Si mi hija mayor hubiese sido gay, y/o si la más chiquita lo fuera, yo habría esperado y/o esperaría, al igual que siendo heterosexuales, que encontraran una pareja (en este caso una mujer) que las respetara y amara incondicionalmente; que las hiciera irradiar y querer ser mejores personas.

Si mis hijas fueran homosexuales, querría para ellas una pareja buena, leal en el vínculo, dulce en el trato, noble en su ética; que no temiera a trabajar duro, soñar, ponerle el hombro a tiempos adversos, y también poner canto, buen humor y caricias al doméstico día a día. En la decisión de hacer hogar, que esa pareja y mis hijas fueran capaces de levantarlo -para amarse y cuidarse-  a partir de los ritos y pactos que más sentido les hicieran: con votos matrimoniales, ritos a la orilla del mar, en una oficina del registro civil o en un templo, o en la profunda intimidad de un espacio de dos con su música y poemas elegidos. Lo que ellas eligieran. Asimismo, la maternidad: que fueran mis hijas y sus parejas un buen regazo, tierno y robusto, para mis nietos, y que asimismo recordaran a los hijos de los demás en su ser ciudadanas, solidarias, agentes de pequeños o grandes cambios dondequiera que se necesiten.

Lo mismo que espero hoy de mi “yerno” (la pareja de mi hija mayor) habría esperado de una mujer, si esa hubiese sido su elección. Y lo mismo que espero que Diamela sea capaz de prodigarle a un compañero de camino, esperaría que ella fuese capaz de entregarle a una pareja mujer, si fuera el caso. Nada cambia, y me entristece pensar que esto que digo pudiera ofender a alguien, pero no puedo mentir: éste es el mundo que sueño, que vivo cada día, y en el que quiero que vivan mis niñas. Mis niñas que podrían ser astronautas, pasteleras, científicas, guías en las montañas, trapecistas, ejecutivas, artistas: lo que ellas quieran, sin jamás ser discriminadas por sus elecciones hechas a consciencia, con amor.

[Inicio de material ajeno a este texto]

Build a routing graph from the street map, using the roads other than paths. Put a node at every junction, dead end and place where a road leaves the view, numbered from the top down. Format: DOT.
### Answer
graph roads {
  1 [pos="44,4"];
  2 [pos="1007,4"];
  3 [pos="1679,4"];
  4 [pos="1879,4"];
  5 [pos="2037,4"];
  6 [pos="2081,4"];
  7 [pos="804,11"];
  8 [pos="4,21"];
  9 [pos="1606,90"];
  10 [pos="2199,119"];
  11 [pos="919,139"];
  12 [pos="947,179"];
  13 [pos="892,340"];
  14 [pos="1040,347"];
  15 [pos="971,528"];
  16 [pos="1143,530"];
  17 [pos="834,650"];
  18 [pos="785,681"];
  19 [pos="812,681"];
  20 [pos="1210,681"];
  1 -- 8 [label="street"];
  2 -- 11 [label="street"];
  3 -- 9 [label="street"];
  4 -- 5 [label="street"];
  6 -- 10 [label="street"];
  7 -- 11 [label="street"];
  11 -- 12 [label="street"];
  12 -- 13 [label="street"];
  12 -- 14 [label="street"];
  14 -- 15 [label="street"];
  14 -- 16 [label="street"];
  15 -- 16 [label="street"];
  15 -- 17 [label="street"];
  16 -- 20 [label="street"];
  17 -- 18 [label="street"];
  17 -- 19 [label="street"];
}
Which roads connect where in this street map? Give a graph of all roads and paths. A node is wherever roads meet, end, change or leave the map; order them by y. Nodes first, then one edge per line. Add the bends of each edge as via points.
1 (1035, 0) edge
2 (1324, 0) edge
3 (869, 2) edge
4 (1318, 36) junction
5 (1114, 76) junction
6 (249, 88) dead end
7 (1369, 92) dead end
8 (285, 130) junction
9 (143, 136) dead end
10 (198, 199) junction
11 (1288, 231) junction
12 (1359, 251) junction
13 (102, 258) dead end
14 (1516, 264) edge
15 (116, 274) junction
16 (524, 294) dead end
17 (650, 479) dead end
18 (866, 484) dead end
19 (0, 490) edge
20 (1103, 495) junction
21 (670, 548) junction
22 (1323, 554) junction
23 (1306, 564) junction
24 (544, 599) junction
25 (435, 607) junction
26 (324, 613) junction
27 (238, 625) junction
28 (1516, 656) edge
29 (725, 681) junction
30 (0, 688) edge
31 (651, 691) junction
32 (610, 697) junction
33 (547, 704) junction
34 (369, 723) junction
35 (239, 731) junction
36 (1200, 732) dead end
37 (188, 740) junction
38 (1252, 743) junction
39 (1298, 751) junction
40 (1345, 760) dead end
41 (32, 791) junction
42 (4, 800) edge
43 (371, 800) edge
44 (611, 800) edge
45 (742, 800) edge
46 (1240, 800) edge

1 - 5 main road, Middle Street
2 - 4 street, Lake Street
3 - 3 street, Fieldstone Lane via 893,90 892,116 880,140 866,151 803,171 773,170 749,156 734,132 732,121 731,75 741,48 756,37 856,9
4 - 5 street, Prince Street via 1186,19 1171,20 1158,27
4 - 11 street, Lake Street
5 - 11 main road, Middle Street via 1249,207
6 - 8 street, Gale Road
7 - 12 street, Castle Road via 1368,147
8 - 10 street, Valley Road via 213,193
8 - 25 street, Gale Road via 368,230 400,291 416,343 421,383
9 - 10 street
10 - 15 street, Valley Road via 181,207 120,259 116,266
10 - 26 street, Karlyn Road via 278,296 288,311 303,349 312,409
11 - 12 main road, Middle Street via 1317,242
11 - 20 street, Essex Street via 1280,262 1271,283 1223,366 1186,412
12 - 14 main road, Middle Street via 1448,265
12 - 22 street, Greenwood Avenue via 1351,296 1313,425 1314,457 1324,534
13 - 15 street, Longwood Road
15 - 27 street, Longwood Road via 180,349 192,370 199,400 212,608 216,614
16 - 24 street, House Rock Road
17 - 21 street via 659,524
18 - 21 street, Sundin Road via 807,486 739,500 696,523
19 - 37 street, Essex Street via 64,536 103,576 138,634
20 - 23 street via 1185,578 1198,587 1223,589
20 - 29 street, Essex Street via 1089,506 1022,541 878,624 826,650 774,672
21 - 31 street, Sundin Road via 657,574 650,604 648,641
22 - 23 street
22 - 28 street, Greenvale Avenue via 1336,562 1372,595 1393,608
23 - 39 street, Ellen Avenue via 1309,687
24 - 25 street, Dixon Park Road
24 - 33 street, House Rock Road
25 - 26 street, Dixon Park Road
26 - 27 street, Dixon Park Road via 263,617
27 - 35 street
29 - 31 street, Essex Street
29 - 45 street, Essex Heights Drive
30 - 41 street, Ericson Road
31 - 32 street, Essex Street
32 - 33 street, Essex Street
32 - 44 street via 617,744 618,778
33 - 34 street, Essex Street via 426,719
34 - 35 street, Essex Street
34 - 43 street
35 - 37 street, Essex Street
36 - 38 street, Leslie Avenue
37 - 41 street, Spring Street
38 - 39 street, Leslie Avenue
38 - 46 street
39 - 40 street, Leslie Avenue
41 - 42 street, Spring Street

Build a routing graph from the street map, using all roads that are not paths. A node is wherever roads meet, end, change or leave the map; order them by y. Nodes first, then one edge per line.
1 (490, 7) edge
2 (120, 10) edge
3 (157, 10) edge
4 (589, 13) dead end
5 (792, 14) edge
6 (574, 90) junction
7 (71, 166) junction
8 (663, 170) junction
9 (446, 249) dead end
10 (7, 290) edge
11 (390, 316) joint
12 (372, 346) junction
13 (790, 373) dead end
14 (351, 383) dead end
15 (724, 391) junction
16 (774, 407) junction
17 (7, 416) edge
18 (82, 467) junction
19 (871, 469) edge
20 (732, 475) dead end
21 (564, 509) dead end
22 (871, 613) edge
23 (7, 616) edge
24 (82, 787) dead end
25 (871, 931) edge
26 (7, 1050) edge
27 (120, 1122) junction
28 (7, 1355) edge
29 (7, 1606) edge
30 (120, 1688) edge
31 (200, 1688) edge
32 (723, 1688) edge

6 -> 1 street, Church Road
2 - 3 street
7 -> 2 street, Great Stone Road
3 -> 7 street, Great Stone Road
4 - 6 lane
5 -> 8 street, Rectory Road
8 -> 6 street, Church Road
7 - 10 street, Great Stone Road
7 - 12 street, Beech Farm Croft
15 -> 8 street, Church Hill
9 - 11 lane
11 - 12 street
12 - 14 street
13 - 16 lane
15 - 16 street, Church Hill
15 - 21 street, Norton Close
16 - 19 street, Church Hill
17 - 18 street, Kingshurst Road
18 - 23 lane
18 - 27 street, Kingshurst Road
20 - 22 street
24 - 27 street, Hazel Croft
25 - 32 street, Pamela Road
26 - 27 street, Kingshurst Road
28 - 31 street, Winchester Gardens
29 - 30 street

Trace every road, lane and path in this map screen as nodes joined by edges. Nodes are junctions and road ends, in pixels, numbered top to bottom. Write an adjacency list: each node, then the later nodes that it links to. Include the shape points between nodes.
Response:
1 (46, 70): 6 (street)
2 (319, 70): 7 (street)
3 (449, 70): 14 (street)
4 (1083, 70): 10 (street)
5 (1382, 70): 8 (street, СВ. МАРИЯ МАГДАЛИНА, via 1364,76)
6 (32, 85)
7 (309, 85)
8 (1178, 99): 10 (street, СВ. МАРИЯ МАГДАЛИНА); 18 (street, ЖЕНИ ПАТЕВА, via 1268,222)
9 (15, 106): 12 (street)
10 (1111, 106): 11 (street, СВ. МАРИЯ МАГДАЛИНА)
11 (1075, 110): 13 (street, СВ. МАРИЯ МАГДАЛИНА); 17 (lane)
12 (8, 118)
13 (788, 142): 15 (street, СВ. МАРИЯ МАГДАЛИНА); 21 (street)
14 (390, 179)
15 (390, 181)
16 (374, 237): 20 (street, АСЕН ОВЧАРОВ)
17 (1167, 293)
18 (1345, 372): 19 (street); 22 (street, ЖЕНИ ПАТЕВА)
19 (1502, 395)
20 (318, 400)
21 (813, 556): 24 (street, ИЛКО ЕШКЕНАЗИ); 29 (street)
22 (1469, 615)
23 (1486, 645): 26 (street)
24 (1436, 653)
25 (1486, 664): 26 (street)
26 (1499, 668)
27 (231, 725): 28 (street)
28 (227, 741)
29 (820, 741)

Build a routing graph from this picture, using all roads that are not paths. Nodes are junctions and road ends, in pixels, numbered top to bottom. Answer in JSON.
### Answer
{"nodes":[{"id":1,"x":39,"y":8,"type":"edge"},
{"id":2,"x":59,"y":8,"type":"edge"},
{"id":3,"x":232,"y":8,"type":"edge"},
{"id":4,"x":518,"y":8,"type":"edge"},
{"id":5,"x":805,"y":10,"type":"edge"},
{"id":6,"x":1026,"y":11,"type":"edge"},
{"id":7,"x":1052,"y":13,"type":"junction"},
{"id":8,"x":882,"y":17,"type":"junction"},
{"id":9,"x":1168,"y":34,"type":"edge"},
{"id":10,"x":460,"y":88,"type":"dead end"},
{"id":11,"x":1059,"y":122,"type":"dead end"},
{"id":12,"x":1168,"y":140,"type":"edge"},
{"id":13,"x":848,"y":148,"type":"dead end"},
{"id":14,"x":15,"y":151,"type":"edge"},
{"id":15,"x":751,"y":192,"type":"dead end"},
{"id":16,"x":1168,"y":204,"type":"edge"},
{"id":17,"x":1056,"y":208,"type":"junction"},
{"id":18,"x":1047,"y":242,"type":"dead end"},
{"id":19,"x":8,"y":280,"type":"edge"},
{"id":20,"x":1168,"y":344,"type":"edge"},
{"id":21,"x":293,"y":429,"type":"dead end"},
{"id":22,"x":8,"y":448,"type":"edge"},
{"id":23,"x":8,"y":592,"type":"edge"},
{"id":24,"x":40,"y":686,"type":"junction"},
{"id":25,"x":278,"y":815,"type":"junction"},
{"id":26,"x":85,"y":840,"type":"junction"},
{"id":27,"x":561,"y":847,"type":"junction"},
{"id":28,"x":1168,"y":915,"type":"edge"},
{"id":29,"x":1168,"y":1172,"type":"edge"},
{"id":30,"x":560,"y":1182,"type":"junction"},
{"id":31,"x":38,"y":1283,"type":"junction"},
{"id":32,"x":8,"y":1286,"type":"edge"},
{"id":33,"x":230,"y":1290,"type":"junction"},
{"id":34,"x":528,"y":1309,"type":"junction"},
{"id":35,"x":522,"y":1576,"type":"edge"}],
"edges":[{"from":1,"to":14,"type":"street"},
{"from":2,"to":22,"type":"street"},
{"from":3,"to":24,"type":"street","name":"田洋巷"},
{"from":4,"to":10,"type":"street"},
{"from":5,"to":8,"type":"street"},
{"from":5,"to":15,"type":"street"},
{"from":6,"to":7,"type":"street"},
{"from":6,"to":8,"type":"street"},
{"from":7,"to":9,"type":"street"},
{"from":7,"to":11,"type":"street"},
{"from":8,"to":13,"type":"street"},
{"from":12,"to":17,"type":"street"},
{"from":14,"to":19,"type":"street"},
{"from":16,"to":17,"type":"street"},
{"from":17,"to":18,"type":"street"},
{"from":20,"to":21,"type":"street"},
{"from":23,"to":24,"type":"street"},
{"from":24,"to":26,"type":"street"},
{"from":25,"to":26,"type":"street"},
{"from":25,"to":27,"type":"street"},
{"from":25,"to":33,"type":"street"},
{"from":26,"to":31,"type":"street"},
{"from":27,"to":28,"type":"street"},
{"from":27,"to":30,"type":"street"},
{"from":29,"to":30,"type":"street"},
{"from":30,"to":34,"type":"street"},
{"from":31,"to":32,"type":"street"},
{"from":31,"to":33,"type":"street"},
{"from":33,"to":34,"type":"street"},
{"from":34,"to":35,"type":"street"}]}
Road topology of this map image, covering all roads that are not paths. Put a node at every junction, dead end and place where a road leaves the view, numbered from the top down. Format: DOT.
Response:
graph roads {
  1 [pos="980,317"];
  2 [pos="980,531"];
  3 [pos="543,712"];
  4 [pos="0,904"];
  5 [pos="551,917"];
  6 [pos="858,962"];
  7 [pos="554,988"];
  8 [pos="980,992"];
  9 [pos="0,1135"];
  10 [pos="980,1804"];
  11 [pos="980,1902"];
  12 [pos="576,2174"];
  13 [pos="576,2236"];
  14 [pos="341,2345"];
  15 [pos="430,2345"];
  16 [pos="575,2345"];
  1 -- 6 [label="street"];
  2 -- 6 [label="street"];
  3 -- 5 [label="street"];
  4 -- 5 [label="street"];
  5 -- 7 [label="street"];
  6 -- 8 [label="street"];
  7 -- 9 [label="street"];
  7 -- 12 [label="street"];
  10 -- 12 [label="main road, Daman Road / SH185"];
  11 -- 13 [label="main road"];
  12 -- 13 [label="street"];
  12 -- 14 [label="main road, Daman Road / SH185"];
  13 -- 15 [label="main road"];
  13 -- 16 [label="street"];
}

En el umbral de un tiempo de partidas, concedo que a veces la oscuridad es lo único que nos hace añorar la luz de tal forma, que nos juremos sin falta llamarla, exigirla de nuestro lado. Si Daniel Zamudio y su familia nos ayudan a preguntarnos cómo querríamos un país para nuestros hijos, sean estos heterosexuales u homosexuales, y luego levantamos ese mundo, sin capitulaciones, con firmeza y afecto, entonces la oscuridad en que Daniel ha habitado este tiempo, mientras parte, no habrá sido completamente en vano. No puede ser. De nosotros depende.